RaceVLA: VLA-based Racing Drone Navigation with Human-like Behaviour
Valerii Serpiva, Artem Lykov, Artyom Myshlyaev, Muhammad Haris Khan, Ali Alridha Abdulkarim, Oleg Sautenkov, Dzmitry Tsetserukou
TL;DR
RaceVLA introduces a VLA-based framework for autonomous drone racing that maps FPV visuals and natural language instructions directly to a 4D action signal $(V_x,V_y,V_z,\omega)$, enabling human-like, real-time decision making. Built on fine-tuning OpenVLA with a drone-specific dataset via LoRA adapters, RaceVLA runs at 4 Hz on a GPU-accelerated pipeline and operates within a ROS-enabled onboard/outboard architecture that includes OpenVINS localization. Experiments show RaceVLA outperforms RT-2 across visual, motion, physical, and semantic generalization and achieves strong motion and semantic generalization relative to OpenVLA, albeit with some drawbacks in visual and physical generalization due to dynamic drone vision. The results suggest RaceVLA offers robust, high-speed navigation capabilities for competitive drone racing, with ongoing work aimed at reducing inference time and expanding data diversity to further improve generalization in diverse environments.
Abstract
RaceVLA presents an innovative approach for autonomous racing drone navigation by leveraging Visual-Language-Action (VLA) to emulate human-like behavior.
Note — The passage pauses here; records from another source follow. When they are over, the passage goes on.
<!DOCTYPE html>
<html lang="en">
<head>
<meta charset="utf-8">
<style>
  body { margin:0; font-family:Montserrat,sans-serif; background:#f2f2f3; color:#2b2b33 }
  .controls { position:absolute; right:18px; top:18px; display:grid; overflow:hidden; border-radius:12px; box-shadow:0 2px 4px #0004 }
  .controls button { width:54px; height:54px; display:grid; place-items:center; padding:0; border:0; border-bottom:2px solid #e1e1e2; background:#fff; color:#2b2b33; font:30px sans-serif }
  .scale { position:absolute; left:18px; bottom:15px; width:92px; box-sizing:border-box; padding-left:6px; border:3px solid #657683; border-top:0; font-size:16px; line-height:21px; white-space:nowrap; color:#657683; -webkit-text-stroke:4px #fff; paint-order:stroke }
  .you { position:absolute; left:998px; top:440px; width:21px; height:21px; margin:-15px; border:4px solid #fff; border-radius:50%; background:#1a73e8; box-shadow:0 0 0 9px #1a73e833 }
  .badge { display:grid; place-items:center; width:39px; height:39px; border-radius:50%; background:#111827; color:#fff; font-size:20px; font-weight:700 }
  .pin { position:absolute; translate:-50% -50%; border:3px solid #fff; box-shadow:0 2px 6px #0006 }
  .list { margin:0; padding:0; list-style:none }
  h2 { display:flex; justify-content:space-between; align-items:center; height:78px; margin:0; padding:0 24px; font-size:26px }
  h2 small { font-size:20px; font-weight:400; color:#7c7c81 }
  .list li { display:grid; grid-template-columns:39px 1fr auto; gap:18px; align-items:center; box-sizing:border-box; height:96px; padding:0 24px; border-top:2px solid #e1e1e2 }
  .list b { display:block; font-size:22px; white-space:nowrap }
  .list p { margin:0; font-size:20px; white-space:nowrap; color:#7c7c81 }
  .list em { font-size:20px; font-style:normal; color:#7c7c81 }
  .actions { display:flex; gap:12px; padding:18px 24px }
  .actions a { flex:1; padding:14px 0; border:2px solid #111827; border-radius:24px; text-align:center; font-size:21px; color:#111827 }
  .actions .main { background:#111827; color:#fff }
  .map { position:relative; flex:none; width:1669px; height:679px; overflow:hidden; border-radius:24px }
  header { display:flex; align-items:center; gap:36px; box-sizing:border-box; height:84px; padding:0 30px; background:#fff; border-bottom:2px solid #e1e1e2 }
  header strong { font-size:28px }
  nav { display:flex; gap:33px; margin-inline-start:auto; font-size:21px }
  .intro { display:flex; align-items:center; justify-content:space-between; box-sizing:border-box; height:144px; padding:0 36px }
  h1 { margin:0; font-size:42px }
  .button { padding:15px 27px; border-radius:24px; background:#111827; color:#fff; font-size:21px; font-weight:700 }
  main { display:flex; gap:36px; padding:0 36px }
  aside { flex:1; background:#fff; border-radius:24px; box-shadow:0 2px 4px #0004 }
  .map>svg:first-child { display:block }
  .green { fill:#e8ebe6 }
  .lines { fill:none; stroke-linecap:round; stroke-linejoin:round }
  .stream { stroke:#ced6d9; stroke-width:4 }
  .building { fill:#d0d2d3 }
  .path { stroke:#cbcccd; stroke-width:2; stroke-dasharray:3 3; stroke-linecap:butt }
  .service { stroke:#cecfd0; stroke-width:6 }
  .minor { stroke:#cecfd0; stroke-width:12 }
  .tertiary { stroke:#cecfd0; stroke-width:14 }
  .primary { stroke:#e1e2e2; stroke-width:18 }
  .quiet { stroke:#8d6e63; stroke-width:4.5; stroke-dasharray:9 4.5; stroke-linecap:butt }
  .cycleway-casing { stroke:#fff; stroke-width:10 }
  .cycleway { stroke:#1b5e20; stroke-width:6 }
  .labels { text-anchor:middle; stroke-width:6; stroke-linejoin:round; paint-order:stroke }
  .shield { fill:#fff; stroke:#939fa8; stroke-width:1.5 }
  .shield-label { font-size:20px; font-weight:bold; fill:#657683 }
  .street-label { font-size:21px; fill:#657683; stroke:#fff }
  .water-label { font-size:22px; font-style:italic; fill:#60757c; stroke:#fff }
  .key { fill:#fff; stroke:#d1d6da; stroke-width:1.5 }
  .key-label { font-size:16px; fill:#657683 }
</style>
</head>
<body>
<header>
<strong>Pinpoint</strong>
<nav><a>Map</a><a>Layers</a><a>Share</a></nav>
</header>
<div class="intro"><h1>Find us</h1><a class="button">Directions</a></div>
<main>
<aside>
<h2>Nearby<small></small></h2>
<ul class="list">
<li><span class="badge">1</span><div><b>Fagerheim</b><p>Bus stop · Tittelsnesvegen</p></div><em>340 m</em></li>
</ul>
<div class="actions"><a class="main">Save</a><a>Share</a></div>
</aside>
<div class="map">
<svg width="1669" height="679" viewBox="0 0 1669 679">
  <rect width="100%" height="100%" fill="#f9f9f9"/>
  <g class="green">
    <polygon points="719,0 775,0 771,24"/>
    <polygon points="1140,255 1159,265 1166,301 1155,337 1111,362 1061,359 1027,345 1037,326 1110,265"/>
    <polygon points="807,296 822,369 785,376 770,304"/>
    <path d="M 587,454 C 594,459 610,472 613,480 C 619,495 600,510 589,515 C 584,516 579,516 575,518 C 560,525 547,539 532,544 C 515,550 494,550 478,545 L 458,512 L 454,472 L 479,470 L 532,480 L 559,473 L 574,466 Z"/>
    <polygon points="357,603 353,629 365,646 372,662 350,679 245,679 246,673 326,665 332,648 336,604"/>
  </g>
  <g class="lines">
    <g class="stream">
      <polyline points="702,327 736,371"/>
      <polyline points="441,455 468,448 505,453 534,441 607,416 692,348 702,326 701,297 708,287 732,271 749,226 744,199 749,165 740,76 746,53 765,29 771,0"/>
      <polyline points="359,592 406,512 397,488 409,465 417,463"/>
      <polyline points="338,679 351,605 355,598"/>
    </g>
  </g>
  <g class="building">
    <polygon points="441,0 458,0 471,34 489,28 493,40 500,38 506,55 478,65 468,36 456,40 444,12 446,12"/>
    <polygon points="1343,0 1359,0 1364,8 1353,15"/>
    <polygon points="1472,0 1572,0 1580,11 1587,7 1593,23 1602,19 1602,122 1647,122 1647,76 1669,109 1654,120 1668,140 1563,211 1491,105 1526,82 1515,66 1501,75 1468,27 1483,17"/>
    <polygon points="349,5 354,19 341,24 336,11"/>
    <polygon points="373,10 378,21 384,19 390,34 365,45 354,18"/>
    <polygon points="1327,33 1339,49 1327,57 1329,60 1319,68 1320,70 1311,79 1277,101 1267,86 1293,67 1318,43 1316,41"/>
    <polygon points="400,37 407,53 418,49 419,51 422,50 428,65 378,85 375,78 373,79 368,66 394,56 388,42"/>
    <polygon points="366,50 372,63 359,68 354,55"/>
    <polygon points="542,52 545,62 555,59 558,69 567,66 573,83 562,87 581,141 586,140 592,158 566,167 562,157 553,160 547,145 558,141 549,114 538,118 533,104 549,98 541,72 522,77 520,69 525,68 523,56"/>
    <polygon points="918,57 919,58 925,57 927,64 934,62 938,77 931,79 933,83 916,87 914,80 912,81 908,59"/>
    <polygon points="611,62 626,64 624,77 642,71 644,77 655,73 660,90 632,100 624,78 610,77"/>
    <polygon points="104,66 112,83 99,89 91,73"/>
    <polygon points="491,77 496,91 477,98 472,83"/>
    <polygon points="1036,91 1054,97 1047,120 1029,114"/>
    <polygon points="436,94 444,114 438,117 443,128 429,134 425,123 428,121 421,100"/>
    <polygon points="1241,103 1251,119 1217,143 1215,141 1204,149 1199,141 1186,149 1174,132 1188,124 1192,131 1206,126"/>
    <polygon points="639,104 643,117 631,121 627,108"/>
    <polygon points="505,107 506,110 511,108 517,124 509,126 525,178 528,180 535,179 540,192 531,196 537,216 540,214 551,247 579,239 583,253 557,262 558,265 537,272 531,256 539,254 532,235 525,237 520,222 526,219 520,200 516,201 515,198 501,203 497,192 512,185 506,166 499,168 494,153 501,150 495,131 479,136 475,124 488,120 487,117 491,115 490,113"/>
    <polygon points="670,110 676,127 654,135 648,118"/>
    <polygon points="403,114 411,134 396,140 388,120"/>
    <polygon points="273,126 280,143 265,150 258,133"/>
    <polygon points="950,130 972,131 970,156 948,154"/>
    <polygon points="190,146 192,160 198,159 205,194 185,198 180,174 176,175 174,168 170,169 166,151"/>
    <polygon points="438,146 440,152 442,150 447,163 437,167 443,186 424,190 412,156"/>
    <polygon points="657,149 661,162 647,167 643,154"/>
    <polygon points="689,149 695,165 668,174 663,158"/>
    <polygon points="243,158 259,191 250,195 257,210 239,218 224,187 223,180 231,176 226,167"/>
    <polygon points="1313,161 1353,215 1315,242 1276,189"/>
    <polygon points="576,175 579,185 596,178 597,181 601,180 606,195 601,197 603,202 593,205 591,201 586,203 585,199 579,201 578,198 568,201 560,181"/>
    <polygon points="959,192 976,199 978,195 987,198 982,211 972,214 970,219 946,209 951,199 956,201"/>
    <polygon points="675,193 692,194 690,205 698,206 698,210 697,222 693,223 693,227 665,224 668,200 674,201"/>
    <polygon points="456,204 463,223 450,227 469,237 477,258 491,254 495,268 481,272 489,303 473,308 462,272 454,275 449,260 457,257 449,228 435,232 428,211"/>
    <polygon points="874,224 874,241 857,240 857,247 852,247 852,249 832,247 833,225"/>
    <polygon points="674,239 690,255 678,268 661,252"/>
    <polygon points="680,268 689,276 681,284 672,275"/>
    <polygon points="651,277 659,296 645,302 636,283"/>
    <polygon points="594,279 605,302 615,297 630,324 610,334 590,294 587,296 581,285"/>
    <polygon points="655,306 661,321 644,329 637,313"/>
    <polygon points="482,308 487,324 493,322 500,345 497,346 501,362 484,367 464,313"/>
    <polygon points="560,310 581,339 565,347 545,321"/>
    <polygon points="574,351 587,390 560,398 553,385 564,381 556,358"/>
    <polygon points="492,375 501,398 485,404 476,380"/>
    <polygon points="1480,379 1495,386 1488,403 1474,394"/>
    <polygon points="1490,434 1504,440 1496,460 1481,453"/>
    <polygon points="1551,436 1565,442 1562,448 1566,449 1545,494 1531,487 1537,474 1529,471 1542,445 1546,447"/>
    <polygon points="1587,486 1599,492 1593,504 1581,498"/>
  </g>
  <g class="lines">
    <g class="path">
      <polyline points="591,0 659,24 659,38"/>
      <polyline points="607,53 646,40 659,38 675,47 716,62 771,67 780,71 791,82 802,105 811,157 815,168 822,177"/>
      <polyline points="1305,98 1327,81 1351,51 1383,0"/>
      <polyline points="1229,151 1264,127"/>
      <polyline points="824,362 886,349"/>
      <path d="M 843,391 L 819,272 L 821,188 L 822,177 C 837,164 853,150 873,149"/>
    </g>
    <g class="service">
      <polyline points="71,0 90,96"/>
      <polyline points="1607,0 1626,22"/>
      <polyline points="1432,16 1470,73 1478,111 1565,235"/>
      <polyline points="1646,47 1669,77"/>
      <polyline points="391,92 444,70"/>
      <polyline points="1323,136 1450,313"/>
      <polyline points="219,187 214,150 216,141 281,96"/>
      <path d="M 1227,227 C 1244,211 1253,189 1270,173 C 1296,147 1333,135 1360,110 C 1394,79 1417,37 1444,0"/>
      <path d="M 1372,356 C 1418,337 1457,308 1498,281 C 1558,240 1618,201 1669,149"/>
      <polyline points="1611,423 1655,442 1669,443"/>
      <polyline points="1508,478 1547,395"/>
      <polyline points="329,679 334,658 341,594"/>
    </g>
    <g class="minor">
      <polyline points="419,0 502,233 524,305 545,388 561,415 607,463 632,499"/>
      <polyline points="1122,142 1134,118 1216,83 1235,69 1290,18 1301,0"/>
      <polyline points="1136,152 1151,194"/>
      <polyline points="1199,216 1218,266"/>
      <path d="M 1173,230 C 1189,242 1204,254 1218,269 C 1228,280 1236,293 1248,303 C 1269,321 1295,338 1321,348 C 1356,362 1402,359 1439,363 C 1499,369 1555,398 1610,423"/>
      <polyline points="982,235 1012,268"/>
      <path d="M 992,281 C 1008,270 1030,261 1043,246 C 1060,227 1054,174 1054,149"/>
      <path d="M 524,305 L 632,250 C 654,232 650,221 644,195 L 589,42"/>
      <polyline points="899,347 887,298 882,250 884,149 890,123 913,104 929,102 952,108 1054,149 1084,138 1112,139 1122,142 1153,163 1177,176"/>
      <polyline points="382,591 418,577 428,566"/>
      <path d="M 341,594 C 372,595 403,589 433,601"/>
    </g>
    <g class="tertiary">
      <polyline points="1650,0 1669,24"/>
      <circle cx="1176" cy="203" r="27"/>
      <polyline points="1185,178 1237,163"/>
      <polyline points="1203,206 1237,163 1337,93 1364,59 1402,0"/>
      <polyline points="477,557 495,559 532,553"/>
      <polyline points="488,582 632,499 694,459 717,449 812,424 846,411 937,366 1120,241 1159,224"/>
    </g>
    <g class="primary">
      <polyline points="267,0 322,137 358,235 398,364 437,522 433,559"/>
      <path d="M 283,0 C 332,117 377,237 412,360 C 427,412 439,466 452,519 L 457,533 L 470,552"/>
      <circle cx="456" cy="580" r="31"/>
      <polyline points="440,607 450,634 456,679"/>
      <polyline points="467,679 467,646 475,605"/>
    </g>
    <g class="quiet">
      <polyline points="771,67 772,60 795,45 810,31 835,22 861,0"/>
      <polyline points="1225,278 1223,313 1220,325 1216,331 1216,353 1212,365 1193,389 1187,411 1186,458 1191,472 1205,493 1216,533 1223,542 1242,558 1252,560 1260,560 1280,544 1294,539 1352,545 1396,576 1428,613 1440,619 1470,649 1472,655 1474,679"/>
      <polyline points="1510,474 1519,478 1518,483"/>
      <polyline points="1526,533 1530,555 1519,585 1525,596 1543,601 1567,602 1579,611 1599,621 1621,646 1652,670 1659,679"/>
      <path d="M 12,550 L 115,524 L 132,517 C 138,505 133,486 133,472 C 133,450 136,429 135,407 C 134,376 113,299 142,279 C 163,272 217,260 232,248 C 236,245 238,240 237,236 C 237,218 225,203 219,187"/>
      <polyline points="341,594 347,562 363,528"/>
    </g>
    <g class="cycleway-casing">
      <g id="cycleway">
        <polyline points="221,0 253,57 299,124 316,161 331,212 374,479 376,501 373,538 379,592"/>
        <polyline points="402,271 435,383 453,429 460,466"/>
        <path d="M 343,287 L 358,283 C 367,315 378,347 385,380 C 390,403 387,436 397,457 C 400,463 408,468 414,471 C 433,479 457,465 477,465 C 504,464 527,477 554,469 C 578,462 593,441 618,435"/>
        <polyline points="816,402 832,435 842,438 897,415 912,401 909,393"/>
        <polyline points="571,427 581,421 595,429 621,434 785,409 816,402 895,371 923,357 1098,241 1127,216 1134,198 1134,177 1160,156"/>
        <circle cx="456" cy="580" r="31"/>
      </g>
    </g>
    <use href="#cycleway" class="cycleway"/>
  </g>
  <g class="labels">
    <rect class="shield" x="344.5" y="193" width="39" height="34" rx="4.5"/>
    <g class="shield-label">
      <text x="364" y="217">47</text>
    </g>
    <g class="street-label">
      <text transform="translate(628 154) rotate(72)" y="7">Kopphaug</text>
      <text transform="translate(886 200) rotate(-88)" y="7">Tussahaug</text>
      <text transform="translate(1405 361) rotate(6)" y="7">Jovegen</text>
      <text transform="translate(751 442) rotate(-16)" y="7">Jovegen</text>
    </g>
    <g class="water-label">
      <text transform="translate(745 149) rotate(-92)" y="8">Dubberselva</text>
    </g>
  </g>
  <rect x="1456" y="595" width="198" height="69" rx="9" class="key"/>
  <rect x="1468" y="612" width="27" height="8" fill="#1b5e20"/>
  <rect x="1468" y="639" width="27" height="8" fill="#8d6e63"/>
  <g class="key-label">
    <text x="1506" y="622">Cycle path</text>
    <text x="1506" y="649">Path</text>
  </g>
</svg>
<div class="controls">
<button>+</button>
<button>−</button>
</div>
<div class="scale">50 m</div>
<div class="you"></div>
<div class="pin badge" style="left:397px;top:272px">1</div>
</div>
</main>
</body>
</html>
This research explores the integration of advanced algorithms that enable drones to adapt their navigation strategies based on real-time environmental feedback, mimicking the decision-making processes of human pilots. The model, fine-tuned on a collected racing drone dataset, demonstrates strong generalization despite the complexity of drone racing environments. RaceVLA outperforms OpenVLA in motion (75.0 vs 60.0) and semantic generalization (45.5 vs 36.3), benefiting from the dynamic camera and simplified motion tasks. However, visual (79.6 vs 87.0) and physical (50.0 vs 76.7) generalization were slightly reduced due to the challenges of maneuvering in dynamic environments with varying object sizes. RaceVLA also outperforms RT-2 across all axes - visual (79.6 vs 52.0), motion (75.0 vs 55.0), physical (50.0 vs 26.7), and semantic (45.5 vs 38.8), demonstrating its robustness for real-time adjustments in complex environments. Experiments revealed an average velocity of 1.04 m/s, with a maximum speed of 2.02 m/s, and consistent maneuverability, demonstrating RaceVLA's ability to handle high-speed scenarios effectively. These findings highlight the potential of RaceVLA for high-performance navigation in competitive racing contexts. The RaceVLA codebase, pretrained weights, and dataset are available at this http URL: https://racevla.github.io/